L’impact du patriarcat sur la santé mentale
Revenons un peu sur cet environnement et cette culture toxiques qui poussent les femmes à l’auto-critique permanente, voir à la haine de soi. Dans un système patriarcal, les femmes sont jugées en permanence. Nous sommes toujours trop ou pas assez quelque chose. Ces jugements permanents sur notre apparence, notre façon d’être et notre caractère ont des conséquences sur notre bien être. La socialisation genrée pousse aussi les femmes à sacrifier leurs besoins et leurs désirs pour combler ceux des autres. Tous ces mécanismes ont des conséquences très concrètes et une multitude de faits témoignent que nous baignons littéralement dans un environnement sexiste : micro-agressions, violences (sexuelles, conjugales, au travail…), inégalités économiques, charge mentale.

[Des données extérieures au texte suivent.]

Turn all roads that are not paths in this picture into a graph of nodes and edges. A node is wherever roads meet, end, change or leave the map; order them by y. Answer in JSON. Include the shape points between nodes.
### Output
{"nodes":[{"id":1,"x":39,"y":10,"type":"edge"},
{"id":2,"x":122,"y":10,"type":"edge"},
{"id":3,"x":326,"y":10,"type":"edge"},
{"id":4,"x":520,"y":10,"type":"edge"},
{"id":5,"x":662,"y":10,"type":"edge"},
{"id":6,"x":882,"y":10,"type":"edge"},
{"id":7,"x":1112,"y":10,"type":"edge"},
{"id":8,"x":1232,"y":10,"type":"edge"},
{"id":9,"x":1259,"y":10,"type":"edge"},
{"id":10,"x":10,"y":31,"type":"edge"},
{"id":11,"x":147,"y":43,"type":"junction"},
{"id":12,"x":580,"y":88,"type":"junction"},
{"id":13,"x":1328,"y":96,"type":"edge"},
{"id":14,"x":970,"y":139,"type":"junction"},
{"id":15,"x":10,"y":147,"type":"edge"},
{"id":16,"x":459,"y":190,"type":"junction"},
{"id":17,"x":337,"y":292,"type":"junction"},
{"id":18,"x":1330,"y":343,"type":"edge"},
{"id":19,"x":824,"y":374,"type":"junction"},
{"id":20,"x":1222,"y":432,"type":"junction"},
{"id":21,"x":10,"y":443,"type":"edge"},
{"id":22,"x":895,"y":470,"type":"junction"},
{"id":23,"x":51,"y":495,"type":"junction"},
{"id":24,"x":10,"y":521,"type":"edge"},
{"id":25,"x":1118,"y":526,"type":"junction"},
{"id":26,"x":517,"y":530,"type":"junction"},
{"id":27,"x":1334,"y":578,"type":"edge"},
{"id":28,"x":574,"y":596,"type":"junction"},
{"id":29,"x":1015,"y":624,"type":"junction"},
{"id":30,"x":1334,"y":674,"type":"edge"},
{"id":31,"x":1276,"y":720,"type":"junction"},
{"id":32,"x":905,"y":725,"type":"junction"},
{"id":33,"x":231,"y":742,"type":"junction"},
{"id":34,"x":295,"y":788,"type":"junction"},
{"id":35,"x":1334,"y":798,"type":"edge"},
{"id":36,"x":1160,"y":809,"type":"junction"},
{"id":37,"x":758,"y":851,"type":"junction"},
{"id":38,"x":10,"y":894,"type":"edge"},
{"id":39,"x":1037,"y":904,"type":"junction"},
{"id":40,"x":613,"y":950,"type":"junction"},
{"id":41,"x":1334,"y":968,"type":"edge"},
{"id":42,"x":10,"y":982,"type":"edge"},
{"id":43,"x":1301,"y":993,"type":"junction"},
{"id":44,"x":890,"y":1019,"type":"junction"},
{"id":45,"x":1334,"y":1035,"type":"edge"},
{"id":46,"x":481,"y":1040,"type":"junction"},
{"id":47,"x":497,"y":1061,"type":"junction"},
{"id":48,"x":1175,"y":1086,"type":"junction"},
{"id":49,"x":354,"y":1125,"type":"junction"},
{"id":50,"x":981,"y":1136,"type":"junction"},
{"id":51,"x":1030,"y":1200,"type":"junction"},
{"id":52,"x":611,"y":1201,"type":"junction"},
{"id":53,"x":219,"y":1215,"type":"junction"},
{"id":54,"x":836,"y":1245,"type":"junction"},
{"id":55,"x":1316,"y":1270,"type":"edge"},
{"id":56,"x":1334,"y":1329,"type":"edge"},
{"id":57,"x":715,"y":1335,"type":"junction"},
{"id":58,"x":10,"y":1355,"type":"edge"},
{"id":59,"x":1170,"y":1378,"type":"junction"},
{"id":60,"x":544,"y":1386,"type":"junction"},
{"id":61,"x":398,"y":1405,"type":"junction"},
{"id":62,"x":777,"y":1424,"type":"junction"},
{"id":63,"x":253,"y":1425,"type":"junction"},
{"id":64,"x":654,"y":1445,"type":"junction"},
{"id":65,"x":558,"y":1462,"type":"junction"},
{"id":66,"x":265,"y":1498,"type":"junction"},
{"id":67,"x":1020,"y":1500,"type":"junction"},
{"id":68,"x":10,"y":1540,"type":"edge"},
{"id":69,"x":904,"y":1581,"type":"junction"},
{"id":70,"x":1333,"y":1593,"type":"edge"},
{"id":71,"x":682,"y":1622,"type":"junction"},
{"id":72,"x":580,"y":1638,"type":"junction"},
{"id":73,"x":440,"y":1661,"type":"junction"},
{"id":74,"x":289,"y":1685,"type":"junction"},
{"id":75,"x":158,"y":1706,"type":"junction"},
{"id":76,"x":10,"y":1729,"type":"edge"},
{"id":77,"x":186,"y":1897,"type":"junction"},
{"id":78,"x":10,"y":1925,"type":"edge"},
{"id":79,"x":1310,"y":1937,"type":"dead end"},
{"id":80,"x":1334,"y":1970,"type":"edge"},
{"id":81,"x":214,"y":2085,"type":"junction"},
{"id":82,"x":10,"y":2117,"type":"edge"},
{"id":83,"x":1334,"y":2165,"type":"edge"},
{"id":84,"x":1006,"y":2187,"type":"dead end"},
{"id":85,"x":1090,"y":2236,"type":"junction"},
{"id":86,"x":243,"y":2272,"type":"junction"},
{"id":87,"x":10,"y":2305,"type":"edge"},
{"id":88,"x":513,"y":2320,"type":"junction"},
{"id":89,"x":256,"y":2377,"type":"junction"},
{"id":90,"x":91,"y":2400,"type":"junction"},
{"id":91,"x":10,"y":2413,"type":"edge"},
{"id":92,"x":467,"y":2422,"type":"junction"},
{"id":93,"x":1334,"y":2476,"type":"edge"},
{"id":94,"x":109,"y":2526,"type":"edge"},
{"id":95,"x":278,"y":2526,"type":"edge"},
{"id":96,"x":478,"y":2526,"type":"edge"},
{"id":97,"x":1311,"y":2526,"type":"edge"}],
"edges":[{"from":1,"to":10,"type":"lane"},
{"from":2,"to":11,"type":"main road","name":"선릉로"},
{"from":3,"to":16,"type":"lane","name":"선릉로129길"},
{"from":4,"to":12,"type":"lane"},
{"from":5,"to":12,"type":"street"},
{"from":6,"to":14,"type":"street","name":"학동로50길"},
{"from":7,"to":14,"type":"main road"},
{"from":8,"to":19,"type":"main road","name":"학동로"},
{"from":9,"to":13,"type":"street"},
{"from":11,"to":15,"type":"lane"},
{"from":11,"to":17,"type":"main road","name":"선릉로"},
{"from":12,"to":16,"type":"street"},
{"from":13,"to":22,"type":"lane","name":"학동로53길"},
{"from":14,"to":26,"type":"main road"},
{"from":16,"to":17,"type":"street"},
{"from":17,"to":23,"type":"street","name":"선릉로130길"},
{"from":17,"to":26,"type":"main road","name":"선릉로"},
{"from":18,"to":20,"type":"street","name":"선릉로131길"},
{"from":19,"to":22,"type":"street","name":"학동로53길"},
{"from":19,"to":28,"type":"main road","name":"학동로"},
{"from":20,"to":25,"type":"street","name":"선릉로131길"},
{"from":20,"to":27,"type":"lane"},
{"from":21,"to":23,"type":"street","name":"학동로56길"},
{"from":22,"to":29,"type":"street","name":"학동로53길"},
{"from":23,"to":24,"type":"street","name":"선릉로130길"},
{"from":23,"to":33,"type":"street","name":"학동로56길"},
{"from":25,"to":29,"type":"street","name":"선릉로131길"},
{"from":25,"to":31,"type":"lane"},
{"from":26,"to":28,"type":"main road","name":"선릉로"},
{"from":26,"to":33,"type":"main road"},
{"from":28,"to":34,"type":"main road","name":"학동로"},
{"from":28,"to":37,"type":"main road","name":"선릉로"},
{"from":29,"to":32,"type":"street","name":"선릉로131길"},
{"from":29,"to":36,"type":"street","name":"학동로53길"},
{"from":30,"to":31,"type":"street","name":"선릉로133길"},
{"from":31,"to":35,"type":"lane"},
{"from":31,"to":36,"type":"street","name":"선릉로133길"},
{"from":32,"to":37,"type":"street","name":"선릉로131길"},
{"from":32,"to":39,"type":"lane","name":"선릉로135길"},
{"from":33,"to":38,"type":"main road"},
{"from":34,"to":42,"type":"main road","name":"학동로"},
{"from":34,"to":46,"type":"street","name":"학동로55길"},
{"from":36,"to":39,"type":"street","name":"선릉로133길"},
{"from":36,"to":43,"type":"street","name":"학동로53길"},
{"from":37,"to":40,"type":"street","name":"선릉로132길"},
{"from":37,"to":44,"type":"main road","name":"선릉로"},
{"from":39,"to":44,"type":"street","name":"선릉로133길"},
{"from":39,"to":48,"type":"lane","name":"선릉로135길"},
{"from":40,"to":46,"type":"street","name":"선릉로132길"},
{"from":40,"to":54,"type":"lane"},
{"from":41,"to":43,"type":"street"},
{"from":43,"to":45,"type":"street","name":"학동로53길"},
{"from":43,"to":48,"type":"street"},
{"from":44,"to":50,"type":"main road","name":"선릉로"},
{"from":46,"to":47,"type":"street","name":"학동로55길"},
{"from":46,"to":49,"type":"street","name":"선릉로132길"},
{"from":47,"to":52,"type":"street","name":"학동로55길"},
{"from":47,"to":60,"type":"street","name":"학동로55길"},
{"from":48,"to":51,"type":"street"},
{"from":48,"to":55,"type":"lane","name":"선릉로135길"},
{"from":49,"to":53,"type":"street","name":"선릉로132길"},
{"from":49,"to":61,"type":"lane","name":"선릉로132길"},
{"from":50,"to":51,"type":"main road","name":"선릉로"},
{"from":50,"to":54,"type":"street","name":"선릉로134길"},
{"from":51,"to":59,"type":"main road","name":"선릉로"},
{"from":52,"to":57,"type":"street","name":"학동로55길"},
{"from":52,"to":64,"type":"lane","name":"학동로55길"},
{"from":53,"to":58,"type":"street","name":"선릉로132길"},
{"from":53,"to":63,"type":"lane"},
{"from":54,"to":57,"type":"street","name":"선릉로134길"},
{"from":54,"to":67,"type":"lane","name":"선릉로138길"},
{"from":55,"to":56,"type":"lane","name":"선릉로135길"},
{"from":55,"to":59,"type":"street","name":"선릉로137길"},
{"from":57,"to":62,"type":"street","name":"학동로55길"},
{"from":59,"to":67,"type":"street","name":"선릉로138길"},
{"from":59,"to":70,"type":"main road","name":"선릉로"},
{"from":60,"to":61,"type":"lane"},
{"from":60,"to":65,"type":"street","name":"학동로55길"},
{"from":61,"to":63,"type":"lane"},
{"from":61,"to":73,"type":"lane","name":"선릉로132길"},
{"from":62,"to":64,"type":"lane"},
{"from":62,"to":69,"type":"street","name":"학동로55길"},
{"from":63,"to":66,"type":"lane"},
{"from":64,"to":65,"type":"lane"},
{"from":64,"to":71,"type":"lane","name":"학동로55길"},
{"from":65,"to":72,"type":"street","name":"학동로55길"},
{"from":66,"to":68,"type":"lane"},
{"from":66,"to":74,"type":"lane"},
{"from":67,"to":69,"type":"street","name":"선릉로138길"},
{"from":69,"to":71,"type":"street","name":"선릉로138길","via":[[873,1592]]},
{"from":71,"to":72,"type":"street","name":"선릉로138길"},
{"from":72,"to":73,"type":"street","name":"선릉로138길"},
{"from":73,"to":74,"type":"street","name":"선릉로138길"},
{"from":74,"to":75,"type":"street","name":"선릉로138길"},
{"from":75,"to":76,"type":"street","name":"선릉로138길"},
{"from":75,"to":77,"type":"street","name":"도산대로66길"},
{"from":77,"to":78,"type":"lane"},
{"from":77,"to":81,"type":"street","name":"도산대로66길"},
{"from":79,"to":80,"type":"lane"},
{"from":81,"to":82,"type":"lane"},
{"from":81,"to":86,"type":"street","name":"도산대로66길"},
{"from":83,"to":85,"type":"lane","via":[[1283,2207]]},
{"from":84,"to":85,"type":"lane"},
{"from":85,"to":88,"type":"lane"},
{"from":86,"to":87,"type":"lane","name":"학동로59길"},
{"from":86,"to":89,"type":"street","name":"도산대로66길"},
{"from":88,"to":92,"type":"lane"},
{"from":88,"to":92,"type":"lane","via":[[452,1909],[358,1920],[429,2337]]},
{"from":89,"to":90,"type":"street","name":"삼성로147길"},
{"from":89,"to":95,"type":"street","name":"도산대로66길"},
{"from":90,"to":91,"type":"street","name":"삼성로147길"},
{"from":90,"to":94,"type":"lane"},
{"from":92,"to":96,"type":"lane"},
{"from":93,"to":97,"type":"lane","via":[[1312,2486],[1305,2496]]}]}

Cela a un impact direct sur notre santé : fatigue, épuisement émotionnel, perte d’estime de soi, sentiment d’insécurité, irritabilité, mal-être… Reconnaitre ces faits accablants est une nécessité. C’est ce que l’on appelle la conscientisation. Et c’est la première étape, il s’agit ensuite de prendre soin, de résister et de renverser la table. C’est à dire de pouvoir dire non, de se protéger et de se défendre.
Ne vous résignez jamais
J’ai eu la chance de rencontrer Gisèle Halimi à l’occasion d’une Fête de l’humanité, et elle m’avait dédicacé un livre qui s’intitule «Ne vous résignez jamais». Cette phrase résonne souvent comme un mantra dans ma vie. Elle guide aussi mon travail en tant que psychologue. Et je vois grandir une communauté de thérapeutes situé·es et engagé·es qui partagent les mêmes convictions et valeurs.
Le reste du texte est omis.